## Task prompt
When the string "Zaunwiesen" is part of a line below, that line should be copied.

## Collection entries
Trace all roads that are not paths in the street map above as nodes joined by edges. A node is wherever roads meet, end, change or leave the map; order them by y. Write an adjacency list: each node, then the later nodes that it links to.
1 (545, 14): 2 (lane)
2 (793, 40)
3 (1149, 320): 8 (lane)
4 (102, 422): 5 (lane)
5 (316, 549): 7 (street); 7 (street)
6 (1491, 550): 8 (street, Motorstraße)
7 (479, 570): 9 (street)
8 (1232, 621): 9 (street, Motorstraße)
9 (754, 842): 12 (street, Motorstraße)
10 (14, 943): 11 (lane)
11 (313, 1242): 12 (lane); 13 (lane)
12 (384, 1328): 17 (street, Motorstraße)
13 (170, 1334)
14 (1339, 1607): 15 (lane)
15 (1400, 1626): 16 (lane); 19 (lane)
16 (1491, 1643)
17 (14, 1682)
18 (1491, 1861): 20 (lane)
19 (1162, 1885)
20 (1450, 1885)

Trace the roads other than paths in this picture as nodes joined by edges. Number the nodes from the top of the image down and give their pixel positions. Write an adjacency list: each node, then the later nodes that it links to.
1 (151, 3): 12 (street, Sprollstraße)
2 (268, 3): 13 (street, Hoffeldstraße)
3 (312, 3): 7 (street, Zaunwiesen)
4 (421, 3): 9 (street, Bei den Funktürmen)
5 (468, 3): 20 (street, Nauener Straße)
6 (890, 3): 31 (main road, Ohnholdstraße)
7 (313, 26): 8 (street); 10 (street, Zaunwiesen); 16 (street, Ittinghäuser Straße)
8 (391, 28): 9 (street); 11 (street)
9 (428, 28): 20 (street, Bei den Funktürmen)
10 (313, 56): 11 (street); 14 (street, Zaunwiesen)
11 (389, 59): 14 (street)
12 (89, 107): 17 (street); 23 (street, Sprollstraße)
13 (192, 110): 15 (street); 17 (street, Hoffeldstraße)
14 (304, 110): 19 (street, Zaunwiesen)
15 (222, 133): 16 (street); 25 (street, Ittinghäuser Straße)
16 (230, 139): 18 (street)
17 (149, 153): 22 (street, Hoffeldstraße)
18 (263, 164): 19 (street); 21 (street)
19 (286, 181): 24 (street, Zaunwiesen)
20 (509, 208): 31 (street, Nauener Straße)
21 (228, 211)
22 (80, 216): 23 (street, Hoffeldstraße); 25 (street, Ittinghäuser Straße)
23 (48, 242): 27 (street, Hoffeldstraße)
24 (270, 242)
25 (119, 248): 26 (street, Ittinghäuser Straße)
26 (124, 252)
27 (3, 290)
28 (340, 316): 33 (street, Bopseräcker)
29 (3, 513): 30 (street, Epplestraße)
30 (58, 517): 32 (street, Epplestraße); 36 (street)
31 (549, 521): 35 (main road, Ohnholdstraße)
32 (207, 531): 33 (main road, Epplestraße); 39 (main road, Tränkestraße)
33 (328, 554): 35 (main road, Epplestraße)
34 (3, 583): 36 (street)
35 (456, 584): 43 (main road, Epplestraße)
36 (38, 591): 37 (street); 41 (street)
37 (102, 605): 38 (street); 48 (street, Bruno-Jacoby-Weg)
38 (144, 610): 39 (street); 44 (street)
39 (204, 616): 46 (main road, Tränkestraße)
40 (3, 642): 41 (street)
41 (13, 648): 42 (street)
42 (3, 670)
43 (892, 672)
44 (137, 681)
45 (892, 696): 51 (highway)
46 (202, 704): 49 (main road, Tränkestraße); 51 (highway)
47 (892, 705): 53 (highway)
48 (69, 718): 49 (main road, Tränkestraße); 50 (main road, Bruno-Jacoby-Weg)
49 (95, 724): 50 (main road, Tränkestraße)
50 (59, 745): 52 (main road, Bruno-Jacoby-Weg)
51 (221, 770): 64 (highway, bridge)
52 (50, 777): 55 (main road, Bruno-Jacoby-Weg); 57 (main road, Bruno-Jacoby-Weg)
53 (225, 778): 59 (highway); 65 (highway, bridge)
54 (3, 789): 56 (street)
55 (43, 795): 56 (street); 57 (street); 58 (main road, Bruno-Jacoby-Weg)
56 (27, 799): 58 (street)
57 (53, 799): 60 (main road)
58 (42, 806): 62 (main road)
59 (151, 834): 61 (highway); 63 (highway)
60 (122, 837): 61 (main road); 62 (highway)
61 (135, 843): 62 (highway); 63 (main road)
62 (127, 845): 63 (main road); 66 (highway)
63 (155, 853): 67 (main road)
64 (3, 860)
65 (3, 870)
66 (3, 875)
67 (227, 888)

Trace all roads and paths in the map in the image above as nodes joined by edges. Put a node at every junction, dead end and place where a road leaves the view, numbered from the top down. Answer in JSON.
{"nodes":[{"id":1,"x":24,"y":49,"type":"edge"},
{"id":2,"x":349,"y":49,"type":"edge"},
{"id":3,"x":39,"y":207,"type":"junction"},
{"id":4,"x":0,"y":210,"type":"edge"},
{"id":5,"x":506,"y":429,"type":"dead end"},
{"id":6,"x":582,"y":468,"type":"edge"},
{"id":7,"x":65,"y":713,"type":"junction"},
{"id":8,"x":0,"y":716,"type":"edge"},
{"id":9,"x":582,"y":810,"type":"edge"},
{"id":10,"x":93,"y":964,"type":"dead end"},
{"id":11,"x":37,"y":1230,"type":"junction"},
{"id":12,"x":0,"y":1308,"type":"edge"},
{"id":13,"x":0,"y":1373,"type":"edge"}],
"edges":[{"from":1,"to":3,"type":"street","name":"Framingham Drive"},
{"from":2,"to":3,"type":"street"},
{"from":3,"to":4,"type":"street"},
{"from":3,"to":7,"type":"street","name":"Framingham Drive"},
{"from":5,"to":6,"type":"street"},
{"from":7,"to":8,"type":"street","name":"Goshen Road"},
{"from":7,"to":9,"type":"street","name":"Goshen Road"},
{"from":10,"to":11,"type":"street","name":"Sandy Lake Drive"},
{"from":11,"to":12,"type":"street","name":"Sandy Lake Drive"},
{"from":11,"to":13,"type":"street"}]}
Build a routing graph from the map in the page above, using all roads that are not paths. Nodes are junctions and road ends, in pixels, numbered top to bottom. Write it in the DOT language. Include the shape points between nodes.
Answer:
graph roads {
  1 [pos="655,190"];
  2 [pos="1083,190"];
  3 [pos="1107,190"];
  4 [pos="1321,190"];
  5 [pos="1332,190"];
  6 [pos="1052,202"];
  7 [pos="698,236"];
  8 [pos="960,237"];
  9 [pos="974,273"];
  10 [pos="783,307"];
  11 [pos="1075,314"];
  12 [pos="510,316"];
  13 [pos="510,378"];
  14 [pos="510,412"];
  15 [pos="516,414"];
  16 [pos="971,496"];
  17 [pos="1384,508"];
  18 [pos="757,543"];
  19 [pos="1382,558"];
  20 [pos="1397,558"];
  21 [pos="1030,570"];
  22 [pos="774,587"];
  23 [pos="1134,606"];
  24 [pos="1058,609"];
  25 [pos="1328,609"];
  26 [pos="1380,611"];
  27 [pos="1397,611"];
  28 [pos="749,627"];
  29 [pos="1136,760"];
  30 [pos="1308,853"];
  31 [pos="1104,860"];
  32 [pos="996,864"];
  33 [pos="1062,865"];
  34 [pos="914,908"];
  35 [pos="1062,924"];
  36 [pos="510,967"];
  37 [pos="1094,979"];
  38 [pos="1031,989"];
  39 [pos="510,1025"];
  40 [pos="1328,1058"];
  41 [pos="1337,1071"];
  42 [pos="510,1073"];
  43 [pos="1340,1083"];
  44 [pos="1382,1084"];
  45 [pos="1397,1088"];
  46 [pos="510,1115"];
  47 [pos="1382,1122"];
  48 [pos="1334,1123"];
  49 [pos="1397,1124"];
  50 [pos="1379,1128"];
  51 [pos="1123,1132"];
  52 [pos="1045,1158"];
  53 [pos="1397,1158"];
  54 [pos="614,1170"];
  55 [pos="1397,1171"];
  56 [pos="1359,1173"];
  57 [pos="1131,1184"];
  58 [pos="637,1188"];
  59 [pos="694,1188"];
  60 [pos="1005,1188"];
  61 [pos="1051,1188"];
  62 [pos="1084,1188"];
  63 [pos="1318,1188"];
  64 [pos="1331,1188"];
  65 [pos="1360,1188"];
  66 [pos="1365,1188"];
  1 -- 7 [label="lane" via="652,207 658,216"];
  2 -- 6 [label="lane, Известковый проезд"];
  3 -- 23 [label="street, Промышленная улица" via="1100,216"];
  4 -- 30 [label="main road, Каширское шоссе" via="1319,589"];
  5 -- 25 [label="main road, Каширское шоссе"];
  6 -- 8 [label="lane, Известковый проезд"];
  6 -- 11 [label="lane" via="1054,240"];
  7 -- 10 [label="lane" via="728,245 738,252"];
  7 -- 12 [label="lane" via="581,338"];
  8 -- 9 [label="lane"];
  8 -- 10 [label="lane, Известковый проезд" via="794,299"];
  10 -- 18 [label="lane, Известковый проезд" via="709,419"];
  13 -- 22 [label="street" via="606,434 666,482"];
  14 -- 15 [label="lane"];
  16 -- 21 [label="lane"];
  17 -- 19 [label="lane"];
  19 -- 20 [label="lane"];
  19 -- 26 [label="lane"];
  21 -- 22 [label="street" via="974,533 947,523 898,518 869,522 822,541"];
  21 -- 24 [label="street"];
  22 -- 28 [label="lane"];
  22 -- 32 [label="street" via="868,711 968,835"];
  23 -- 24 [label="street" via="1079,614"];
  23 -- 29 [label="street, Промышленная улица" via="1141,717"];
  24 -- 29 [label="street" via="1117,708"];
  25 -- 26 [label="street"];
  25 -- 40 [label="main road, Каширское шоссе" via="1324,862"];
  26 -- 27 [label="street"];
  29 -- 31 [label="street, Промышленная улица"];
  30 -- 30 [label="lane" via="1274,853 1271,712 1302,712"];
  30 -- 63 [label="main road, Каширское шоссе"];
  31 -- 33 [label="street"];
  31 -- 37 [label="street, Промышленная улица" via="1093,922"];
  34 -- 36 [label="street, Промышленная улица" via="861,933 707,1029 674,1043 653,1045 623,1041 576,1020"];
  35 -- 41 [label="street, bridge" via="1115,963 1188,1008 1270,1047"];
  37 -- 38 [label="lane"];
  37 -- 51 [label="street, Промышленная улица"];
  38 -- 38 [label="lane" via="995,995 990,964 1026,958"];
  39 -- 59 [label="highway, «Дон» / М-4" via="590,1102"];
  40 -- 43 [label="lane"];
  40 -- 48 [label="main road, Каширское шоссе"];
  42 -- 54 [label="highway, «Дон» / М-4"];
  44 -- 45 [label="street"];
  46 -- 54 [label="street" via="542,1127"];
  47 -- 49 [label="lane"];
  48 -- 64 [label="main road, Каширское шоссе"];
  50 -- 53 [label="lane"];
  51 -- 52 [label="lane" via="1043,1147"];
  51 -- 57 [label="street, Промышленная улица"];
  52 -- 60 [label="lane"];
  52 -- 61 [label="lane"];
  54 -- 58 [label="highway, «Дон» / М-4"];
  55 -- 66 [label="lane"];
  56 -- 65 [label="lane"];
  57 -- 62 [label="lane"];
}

## Answer space
3 (312, 3): 7 (street, Zaunwiesen)
7 (313, 26): 8 (street); 10 (street, Zaunwiesen); 16 (street, Ittinghäuser Straße)
10 (313, 56): 11 (street); 14 (street, Zaunwiesen)
14 (304, 110): 19 (street, Zaunwiesen)
19 (286, 181): 24 (street, Zaunwiesen)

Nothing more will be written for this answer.